Après le rejet d'un projet légalisant des colonies, l'Etat juif accepte de nouvelles constructions
C'est une victoire en trompe-l'oeil que le premier ministre israélien, Benyamin Nétanyahou, vient de remporter sur le lobby des colons. Factuellement, c'est vrai, le projet de loi prévoyant de légaliser de façon rétroactive les petites implantations juives établies en Cisjordanie - souvent sur des terres privées palestiniennes - a été nettement repoussé, par 69 députés contre 22, mercredi 6 juin. Aucun ministre ne s'est désolidarisé du gouvernement, et pour cause : M. Nétanyahou avait annoncé que tout rebelle devrait renoncer à son poste.
Le premier ministre a-t-il " maté " à cette occasion les éléments les plus radicaux de sa majorité, dont la surenchère lui permet depuis trois ans d'expliquer à la communauté internationale que s'il ne se décide pas à faire des concessions pour relancer le processus de négociation avec les Palestiniens, c'est parce qu'il est prisonnier de ses extrémistes ?
Dans le quotidien Yediot Aharonot, Sima Kadmon assure que cette victoire " n'est pas seulement numérique : elle est aussi morale, parce qu'elle enseigne aux colons une leçon importante sur les limites de leur pouvoir ". L'éditorialiste aurait sans doute eu raison si le vote de la Knesset (le Parlement israélien) n'avait été immédiatement suivi de l'annonce de dispositions destinées à adoucir le dépit des colons, notamment une relance spectaculaire des constructions en Cisjordanie : le gouvernement va lancer plusieurs programmes de logement totalisant 851 unités.
Les promoteurs de la loi avaient pour souci immédiat d'empêcher l'éviction des 30 familles qui habitent la colonie d'Oulpana, près de Bet El, au nord-est de Ramallah. Ces habitations ont été construites sur des terres privées palestiniennes - à la suite d'une falsification des titres de propriété -, comme l'a reconnu la Cour suprême, qui a exigé l'éviction des colons qui y habitent avant le 1er juillet.

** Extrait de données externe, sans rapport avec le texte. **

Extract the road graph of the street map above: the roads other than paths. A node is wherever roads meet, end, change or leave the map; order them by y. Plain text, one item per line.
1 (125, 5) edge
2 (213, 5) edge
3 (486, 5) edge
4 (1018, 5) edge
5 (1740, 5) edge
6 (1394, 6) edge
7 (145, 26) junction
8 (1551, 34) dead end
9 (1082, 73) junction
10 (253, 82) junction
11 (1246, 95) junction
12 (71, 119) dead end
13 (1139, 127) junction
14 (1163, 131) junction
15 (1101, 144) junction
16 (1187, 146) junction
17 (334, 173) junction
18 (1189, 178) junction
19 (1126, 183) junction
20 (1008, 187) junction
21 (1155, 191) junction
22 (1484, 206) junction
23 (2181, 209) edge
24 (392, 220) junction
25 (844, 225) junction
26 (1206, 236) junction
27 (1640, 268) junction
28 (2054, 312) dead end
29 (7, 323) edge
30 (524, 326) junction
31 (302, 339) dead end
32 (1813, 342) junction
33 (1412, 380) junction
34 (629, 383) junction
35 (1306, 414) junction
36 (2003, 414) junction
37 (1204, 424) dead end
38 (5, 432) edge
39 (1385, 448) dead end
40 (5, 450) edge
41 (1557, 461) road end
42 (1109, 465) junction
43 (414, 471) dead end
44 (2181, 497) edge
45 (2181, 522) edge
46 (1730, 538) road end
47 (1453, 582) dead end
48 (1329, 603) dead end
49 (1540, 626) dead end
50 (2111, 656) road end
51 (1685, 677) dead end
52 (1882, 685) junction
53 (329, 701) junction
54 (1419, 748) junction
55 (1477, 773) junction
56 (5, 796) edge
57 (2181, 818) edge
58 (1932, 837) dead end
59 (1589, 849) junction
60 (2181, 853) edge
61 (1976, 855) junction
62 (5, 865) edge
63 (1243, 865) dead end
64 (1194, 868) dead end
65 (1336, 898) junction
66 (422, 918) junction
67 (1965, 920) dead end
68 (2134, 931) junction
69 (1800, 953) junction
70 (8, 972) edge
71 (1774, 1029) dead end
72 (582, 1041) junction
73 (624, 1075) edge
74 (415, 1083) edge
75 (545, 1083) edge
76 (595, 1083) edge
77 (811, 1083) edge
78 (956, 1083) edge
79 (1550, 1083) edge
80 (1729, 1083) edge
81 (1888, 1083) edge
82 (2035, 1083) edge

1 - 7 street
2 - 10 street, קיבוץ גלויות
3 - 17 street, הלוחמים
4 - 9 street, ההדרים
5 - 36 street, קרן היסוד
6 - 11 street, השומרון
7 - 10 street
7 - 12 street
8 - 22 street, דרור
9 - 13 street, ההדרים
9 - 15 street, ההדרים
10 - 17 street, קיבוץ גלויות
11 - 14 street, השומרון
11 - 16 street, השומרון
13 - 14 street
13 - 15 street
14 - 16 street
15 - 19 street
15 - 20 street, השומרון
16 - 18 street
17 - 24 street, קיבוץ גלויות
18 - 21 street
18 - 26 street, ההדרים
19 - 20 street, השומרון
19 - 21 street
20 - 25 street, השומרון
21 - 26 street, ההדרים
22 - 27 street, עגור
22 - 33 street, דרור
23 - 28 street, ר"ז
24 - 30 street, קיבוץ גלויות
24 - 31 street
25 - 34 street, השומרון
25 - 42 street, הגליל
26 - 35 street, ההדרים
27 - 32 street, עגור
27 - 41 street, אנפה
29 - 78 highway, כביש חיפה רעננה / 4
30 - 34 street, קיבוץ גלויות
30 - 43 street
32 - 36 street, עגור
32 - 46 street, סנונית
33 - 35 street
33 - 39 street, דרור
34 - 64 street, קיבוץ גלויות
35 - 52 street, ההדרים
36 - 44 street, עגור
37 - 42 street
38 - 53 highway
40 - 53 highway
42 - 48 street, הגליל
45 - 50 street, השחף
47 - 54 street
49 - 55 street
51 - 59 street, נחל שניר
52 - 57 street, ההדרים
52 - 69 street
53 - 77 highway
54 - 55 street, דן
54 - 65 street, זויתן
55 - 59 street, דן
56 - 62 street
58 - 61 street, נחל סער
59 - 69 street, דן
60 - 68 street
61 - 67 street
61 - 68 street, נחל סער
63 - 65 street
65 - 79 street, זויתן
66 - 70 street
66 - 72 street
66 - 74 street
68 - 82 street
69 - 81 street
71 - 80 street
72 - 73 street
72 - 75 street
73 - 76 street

Ils le seront, mais en prenant des gants : ces cinq petits immeubles seront transplantés, un à un, par des grues et des camions, moins d'un kilomètre plus au sud, sur des terres publiques, à un coût estimé à près de 20 millions de shekels (4,12 millions d'euros). La raison : éviter à tout prix des images de bulldozers israéliens démolissant les maisons de colons israéliens ! A titre de compensation, 300 nouveaux logements vont être construits à Bet El, et 551 autres dans les " blocs de colonies " et ailleurs en Cisjordanie.
Protection juridique
M. Nétanyahou a annoncé qu'un comité ministériel, et non plus le seul ministre de la défense, Ehoud Barak, décidera dorénavant de l'approbation de nouveaux logements dans les colonies. Les colons en attendent une dilution de l'autorité de M. Barak. Enfin, le gouvernement va mettre au point un mécanisme permettant d'apporter aux colons une protection juridique face aux actions en justice des Palestiniens. Ces dispositions sont conformes à l'esprit de la déclaration du premier ministre, qui, le 3 juin, avait indiqué : " Pour tout logement que nous évacuons, nous construirons dix nouveaux logements. "
La décision de la Cour suprême sur l'illégalité d'Oulpana rendait très difficile le vote d'une loi rétroactive, risquant d'entraîner une condamnation unanime de la communauté internationale. M. Nétanyahou l'a d'autant plus compris qu'il dispose d'une majorité très élargie depuis l'entrée du parti Kadima (centre droit) dans sa coalition gouvernementale, qui lui permet, dans une certaine mesure, d'être moins dépendant du lobby des colons.
Enfin, le contexte international, et singulièrement la campagne présidentielle américaine, rendait possible une relance de la colonisation en toute impunité. Certes, les condamnations ont fusé de Washington, New York et Paris, mais, selon le quotidien Jerusalem Post, le gouvernement israélien est persuadé que cette mini-tempête internationale passera, comme les précédentes.